Every day we drive by huge towers that traverse the landscape draped with wires thicker that a python that’s just swallowed a kayaker, but do we think how much we depend every day on the current that flows through them, how impatient and angry and threatened we are if the power they carry is interrupted, how disconnected we feel when flipping a switch leaves us in the dark? Future generations may marvel at those towers as relic of our vanished civilization and wonder who’s buried beneath them. Maybe they’ll envy us for all the power we could waste. But here in the present local homeowners have more immediate concerns, because New York State Electric and Gas has plans to build a new, 11-mile-long, 115 kilovolt (KV) line through parts of Ghent, Chatham and Stockport. Is this any concern of people who don’t live along the proposed route for the line?
The company, which refers to itself by its acronym, NYSEG, is a subsidiary of a multi-billion-dollar Spanish energy firm called Iberdrola. At a public forum on its plans last week at the West Ghent firehouse, a NYSEG representative talked about the millions the company invests in upkeep and improvements to its power distribution systems. He repeated what the company has said since the project was formally introduced a little more than a year ago: that the new line is meant to complete a loop so that if one part of the system goes down, there will be a way to reroute the power and prevent blackouts affecting thousands of customers in the Churchtown area in the south central part of Columbia County.
The people who spoke at the forum opposed the line, and no wonder. Those who live on or near the proposed right of way route will lose property and the value of what they have left will undoubtedly be diminished. One person said he’ll lose his livelihood because the expanded path of the towers would destroy the trees he raises.
In the interests of disclosure this newspaper is a NYSEG customer, as are most of the people who live along the route. In this state consumers have a choice when it comes to the supplier of our electricity but not the company that delivers it. The Columbia Paper would face huge problems in a prolonged power outage or if electrical service became unreliable except in extreme circumstances. The question here is not whether NYSEG should develop better transmission systems. The issue is the standard the company should have to meet to accomplish its goals.
Iberdrola reports having made profits of about $1.1 billion in the first quarter of 2013, and its executives have a responsibility to the shareholders to maximize the return on investment. By contrast, the state Public Service Commission has an obligation to take into consideration both the need for the project and the public interest. So far, NYSEG has focused the debate on the need. Now it’s time to require a thorough examination of whether the proposed line is scaled appropriately to meet the need and what less intrusive options will address the problems NYSEG has identified.

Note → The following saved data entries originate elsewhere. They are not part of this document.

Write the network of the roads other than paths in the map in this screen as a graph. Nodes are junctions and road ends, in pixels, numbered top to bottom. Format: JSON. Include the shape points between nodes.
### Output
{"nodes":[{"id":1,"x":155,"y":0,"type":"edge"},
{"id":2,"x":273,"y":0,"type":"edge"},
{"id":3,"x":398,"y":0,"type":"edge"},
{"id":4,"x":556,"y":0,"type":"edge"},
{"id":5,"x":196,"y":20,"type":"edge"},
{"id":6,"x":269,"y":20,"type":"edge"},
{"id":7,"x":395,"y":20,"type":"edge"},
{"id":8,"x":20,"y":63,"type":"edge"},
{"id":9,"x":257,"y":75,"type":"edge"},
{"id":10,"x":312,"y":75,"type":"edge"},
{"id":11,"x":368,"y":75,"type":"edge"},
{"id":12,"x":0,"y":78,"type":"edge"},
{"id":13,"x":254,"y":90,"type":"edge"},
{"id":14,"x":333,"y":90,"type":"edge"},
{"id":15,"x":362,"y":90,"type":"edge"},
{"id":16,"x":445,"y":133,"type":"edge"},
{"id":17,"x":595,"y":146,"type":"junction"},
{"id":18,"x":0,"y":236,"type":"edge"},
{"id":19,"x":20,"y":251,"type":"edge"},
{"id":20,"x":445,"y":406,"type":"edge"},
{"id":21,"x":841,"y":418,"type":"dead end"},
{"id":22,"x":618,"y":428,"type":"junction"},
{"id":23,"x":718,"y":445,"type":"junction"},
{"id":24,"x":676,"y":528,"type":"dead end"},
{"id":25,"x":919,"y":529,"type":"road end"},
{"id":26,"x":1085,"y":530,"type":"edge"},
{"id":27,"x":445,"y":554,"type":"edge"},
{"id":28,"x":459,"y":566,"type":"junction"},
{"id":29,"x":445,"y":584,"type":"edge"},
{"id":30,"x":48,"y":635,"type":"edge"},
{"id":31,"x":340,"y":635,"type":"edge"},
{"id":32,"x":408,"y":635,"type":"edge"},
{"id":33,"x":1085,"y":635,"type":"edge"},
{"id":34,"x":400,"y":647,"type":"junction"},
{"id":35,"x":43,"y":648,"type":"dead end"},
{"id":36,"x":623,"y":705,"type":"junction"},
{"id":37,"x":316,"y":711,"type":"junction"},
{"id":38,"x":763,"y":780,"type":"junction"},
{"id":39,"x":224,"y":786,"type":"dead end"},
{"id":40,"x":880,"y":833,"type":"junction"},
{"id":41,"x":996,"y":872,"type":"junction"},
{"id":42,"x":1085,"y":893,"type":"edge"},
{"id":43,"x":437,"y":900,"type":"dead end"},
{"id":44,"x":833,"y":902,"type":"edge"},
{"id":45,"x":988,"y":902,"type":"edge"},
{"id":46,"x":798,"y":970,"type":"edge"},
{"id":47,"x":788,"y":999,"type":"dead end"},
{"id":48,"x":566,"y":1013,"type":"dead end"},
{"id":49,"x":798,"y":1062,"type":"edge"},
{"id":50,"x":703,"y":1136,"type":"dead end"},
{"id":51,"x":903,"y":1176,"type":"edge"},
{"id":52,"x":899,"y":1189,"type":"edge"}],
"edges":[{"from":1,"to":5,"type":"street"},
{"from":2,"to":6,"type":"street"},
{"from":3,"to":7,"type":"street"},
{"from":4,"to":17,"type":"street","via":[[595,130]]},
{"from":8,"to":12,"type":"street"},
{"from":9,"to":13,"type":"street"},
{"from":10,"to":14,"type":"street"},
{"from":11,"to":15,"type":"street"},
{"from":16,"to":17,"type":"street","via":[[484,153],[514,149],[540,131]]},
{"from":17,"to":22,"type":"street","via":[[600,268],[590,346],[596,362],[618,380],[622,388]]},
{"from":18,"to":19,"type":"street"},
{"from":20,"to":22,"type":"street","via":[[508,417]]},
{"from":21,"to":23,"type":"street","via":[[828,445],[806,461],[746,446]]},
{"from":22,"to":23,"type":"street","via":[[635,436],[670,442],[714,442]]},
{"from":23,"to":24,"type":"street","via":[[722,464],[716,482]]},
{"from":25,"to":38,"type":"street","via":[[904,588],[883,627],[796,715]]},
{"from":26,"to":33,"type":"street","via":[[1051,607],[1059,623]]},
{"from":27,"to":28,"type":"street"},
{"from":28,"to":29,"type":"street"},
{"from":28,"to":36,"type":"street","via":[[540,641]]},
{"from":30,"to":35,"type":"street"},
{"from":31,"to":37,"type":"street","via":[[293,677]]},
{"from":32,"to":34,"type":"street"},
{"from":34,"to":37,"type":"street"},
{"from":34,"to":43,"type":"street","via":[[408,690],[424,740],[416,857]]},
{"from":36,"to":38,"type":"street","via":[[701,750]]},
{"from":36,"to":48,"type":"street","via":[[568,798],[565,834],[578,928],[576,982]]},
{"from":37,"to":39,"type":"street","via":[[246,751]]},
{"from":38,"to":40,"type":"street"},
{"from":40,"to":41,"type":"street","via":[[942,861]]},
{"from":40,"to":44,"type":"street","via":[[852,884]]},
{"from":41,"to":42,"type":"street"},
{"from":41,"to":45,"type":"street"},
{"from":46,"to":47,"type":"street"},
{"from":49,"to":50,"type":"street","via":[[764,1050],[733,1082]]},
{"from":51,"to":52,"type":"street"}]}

Looking at this as a small project affecting a handful of property owners in three towns would miss the point. This is exactly the type of undertaking perfectly suited to developing innovative approaches to problems likely to recur in communities all over the county, state and nation. If the concept of the public interest has any meaning, this is the place to apply it.
Ghent Town Attorney Ted Guterman said last week that engineers hired by the town had suggested a feasible alternative using existing lines. If the company rejects that proposal, then it should explain why and turn its efforts to developing a similar approach.
NYSEG and other private electric utilities don’t need to be coddled. They do quite well these days, and it’s time for the PSC to require them to scrap this plan and offer one even better suited to the needs of Columbia County rate payers.